And when I’m done being exhausted, and itchy, and panicky because I never made it grocery shopping and I am not even remotely packed for our trip… THEN… then I will think back and try to focus on the good parts of today.
11:00 AM – Departed the house with 10yo headed to the Doctor’s office to have my rash evaluated. Expecting it to just be a bad case of eczema but want to be sure. I haven’t eaten anything yet… and now I’m queasy. Hoping I can get something on the way there.
11:30 AM – STILL sitting at the gas station, waiting for a guy to move up 6 inches so I can reach the pump. Trying not to act as impatient as I feel because I know DD is watching. So much for getting food on the way. Must go straight to doc’s office.
11:50 AM – Arrive at Doc’s office and get signed in. Appointment is at 12. Paid copay and took a seat. Overheard other’s mumbling that they are running late. Took out a notepad and helped DD write a funny poem to pass the time……
12: 45 PM – Finally taken to be weighed and measured. Choked back tears at my weight. Explained to the nurse what was going on. Blood Pressure good. 120/70, or something like that. Answer a bajillion questions from DD (is it 1? are we going to be late? when will he get in here? what if he never shows up? )
1 PM – Exit the room, head to front desk. Inform them that I will be back, but DD has an appointment that can NOT be missed. Run to the car, drive through Burger King, choke down a cheeseburger, ride the break to make sure I don’t break the speed limit only to arrive 15 minutes early for our 1:30 appointment.
2:02 PM – Finally get called back to our appointment, where I am informed that most likely my daughter is “high functioning on the spectrum” because let’s not use the real words in front of the kid, and while listening to her read “My Kitty Catsberger” to my kid I’m lost between feeling relieved that a professional just confirmed that I DID have valid reasons for being concerned and that maybe…just maybe… her behavior isn’t just because I’m a crappy parent and feeling anxious over all the “you just want her to have Aspergers” comments and the “you don’t have a REAL diagnosis yet” comments I’m going to get because heaven forbid my friends and family just be supportive. The story ends and I hear her telling me how my daughter would do better in a big 30 kid classroom with a regular teacher who can’t focus on her so much …forcing my kid to figure things out on her own… WHAT THE????
3:40 PM – Leave the office, after purchasing 1-2-3 Magic, and rush back to doctor’s office to sit in the hopes of still being seen.
3:50 PM – DD is not completely bored with the day, thirsty, and hot. How long is this going to take? Why was he late to start with mom? I’m thirsty mom. My doctor has a water fountain why doesn’t your daughter have a water fountain? What’s taking your doctor so long? This magazine is boring!

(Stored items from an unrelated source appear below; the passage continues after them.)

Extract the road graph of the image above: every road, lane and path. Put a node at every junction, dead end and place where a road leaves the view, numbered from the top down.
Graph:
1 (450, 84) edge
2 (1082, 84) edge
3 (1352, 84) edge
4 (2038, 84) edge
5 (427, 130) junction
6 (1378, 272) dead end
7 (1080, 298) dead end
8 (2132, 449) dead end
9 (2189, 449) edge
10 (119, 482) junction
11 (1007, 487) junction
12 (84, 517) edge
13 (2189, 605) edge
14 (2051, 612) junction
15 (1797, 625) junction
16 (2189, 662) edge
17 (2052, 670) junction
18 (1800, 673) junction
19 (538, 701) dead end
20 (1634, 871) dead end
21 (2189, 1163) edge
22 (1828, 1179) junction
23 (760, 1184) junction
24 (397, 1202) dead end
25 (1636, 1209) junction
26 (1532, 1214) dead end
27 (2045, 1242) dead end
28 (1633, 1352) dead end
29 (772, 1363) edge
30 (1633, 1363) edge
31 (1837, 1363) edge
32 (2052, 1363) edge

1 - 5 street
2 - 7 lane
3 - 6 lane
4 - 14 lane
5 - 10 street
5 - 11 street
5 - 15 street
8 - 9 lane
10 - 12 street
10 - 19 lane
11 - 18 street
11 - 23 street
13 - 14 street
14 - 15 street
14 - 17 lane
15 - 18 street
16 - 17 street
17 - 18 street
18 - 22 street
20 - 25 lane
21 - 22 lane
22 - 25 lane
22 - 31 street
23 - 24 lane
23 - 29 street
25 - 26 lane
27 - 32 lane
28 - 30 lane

Mom, I’m thirsty, what do I do???????
4:25 PM – Called back to a room. I remind them I’ve been weighed already. We’re left in a room with a space heater in it. We’re in sun dresses. Melting.
4:40 PM – I open the door to let in some cool air. Nurse comes to find out what’s wrong, unplugs the heater, and assures me that he will be there any.minute. I remind her that I have to be 5 blocks down the road at 5 PM and I can.not.be.late.
4:50 PM – Doc shows up, informs me I’m having an allergic reaction to fleece pants. Prescribes me Prednisone, Atarax, and a concoction of Zantac, Zyrtec and Benadryl…. oh… and some fungal cream just in case he’s wrong.
4:57 PM – Run out of his office.
5:02 PM – Settle DD down on the couch outside counselor’s door with her coloring pad and pencils. Run in the office, shut the door, plop on the couch and commence crying.
It’s now 8:44 PM. I’ve sent hubby to bed since he’s driving tomorrow. I’ll keep the kids up as long as possible in hopes they will sleep on the drive. I have to pack for six people for five days. I have to remember our meds, pack Christmas gifts that were never mailed, make a grocery list, pack a cooler, pay the bills, check email, clean the kitchen, juggle kids, break up fights, and…and…and..stay awake.
I can’t focus.
I want to research.
I want to reach out for help.
I don’t want to be asked what her credentials were, or quizzed on “wasn’t this the first time she saw DD???”.
Not to jump the gun, but this isn’t the first time this possibility has been presented to us. Just the first time anyone took me seriously. This time it was someone else’s idea. Someone else saw what I saw.
I guess I’ll go find my cotton skirts to pack, and some non fleece pants, and some coffee.